In a Redis database I have a number of hashes corresponding to "story" objects.
I have an ordered set stories containing all keys of the above (the stories) enabling convenient retrieval of stories.
I now want to store arbitrary emoticons (ie. the Unicode characters corresponding to "smiley face" etc) with stories as "user emotions" corresponding to the emotion the story made the user feel.
I am thinking of:
creating new hashes called emotions containing single emoticons (one per emotion expressed)

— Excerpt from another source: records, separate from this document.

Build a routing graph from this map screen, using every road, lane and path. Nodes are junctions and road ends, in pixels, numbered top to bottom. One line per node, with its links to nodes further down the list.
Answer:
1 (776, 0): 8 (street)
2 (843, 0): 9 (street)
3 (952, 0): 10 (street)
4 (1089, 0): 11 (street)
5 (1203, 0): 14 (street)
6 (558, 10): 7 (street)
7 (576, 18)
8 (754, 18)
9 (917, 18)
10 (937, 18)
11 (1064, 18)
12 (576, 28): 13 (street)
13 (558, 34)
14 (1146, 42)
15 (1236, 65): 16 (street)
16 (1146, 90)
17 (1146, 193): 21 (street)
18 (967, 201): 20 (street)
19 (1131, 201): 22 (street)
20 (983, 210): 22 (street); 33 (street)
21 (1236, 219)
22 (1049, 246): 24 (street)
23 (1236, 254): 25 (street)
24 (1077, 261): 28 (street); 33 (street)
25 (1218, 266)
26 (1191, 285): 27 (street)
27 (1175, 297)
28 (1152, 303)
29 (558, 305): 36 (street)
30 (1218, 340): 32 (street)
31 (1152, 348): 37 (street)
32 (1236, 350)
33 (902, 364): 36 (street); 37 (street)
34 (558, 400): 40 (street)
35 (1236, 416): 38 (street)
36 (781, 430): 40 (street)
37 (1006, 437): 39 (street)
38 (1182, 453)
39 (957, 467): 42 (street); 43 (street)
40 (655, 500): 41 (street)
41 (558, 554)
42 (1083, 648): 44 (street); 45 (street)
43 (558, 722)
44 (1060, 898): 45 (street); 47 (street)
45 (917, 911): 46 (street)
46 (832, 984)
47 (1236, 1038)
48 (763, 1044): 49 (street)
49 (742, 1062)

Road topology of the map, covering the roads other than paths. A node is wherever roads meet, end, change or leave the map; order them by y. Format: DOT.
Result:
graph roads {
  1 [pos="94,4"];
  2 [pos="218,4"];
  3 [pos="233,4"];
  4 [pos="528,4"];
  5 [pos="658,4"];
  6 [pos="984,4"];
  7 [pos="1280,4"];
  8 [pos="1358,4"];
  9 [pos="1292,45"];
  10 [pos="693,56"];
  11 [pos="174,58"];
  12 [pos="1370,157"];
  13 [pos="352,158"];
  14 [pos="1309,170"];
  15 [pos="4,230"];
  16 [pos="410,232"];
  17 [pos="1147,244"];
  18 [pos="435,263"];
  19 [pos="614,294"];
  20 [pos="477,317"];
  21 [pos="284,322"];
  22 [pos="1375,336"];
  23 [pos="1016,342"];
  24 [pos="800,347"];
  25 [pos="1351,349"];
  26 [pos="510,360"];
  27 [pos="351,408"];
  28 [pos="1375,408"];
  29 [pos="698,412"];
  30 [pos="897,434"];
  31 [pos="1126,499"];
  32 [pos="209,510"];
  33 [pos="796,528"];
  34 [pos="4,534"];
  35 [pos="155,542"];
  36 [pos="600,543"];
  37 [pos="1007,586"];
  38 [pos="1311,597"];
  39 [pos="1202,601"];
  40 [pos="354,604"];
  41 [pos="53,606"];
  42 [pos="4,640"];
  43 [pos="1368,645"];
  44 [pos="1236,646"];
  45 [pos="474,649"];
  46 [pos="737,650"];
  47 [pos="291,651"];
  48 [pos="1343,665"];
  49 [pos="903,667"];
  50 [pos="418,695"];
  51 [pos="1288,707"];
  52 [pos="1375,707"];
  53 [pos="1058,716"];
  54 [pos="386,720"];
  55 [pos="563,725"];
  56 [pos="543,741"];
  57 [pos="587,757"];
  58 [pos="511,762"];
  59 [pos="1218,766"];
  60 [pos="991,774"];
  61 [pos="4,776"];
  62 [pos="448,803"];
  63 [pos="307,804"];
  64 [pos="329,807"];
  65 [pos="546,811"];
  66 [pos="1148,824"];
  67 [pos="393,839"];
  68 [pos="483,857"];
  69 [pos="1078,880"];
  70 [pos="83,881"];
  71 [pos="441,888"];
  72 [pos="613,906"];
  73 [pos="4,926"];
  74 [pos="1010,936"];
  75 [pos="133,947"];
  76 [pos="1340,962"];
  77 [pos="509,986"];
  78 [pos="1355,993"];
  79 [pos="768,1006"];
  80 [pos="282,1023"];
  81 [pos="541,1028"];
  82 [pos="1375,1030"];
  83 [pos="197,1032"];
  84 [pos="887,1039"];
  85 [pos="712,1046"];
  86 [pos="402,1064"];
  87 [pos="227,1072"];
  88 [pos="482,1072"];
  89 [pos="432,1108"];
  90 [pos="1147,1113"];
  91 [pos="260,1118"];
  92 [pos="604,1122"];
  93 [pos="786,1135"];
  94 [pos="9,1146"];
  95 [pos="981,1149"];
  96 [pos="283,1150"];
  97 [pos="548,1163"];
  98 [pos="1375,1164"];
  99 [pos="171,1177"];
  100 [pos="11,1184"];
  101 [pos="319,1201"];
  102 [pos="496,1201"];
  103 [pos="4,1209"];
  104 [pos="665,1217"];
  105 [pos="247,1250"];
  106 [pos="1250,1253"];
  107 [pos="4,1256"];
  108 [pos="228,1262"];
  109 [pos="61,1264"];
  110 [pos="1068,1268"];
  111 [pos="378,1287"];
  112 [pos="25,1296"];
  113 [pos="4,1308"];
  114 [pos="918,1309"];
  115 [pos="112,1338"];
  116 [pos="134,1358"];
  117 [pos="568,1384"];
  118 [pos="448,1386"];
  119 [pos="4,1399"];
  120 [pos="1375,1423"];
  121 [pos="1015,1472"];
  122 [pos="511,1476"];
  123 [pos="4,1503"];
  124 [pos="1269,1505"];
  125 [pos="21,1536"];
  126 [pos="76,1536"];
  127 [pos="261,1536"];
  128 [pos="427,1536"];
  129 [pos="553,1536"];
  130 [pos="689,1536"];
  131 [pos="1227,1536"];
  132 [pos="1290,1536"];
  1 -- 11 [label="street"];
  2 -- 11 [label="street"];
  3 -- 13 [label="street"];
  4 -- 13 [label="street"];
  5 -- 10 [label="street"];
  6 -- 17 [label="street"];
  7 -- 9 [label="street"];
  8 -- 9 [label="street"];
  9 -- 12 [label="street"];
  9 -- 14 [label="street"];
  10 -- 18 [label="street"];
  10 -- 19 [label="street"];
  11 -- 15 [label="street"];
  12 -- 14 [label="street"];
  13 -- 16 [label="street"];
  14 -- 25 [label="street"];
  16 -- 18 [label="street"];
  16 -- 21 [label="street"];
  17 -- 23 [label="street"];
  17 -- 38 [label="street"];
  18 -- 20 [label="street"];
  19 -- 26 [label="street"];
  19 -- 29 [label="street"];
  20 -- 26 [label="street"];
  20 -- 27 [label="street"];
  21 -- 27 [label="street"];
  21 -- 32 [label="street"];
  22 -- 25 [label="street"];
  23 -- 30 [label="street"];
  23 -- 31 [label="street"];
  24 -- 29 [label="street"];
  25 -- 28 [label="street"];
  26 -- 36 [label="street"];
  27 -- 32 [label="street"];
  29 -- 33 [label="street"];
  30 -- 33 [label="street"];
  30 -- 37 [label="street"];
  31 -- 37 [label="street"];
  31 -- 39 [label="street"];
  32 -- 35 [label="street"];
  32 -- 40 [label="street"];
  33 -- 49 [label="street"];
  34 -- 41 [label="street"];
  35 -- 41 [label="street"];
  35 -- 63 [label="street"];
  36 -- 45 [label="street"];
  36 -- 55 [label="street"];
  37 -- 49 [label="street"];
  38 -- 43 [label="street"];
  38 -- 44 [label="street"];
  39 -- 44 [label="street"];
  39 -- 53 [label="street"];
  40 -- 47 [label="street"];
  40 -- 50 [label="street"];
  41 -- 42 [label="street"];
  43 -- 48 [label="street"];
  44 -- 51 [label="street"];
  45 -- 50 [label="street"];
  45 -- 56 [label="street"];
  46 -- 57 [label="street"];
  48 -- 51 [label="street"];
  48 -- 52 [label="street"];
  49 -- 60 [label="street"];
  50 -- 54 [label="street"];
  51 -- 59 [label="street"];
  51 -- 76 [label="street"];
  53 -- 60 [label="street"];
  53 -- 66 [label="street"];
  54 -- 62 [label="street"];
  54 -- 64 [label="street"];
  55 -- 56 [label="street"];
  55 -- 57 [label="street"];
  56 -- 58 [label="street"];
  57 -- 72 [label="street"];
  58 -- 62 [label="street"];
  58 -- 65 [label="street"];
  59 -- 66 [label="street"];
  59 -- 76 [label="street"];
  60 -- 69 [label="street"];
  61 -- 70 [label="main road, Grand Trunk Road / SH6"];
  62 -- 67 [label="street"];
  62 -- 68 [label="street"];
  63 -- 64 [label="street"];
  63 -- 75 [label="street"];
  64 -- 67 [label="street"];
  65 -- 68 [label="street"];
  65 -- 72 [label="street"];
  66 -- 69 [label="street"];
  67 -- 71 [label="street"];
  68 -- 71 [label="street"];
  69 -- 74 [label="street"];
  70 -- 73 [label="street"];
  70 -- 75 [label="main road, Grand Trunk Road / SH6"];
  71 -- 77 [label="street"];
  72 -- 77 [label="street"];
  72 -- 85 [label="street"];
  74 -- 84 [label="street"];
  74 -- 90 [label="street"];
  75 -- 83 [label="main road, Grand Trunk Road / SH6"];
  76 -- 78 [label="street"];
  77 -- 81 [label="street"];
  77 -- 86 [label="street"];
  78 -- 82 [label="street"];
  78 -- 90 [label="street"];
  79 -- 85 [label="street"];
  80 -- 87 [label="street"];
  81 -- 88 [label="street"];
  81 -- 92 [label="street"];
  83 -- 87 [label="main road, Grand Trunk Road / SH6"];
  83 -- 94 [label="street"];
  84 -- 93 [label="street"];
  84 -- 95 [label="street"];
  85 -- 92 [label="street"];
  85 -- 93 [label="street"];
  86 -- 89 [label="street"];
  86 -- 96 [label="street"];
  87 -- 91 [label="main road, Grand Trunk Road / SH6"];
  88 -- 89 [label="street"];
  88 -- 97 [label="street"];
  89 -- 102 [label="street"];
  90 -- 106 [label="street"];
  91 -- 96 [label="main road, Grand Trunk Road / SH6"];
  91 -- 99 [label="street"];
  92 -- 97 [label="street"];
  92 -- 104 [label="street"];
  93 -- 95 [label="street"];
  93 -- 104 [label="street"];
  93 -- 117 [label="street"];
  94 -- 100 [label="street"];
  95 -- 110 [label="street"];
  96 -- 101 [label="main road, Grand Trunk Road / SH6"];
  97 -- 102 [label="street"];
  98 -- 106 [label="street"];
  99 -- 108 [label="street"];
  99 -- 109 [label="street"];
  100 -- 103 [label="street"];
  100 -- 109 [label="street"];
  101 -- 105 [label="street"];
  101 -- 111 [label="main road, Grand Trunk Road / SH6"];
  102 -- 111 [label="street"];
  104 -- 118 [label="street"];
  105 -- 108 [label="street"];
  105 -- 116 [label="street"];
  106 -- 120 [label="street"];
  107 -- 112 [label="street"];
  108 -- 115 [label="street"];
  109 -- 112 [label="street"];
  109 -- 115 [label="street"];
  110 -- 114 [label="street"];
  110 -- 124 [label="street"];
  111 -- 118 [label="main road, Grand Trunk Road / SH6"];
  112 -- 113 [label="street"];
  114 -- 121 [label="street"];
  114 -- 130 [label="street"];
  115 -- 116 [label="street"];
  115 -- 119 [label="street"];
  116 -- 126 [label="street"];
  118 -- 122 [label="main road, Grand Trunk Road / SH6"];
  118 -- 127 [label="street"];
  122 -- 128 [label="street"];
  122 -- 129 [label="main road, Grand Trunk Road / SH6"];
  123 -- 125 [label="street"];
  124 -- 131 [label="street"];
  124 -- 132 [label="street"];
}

creating a hash called story-emotions that enables efficient retrieval of and counting of all the emotions associated with a story
creating another new hash called user-story-emotions mapping user IDs to items in the story-emotion hash.
Typical queries will be:
retrieve all the emotions for a story for the current user
retrieve the count of each kind of emotion for the 50 latest stories
Does this sound like a sensible approach?
Very sensible, but I think I can help make it even more so.
To store the emoticons dictionary, use two Hashes. The first, lets call it emoticon-id should have a field for each emoticon expressed. The field name is the actual Unicode sequence and the value is a unique integer value starting from 0, and increasing for each new emoticon added.
Another Hash, id-emoticon, should be put in place to do the reverse mapping, i.e. from field names that are ids to actual Unicode values.
This gives you O(1) lookups for emoticons, and you should also consider caching this in your app.
To store the user-story-emotions data, look into Redis' Bitmaps. Tersely, use the emoticon id as index to toggle the presence/lack of it by that user towards that story.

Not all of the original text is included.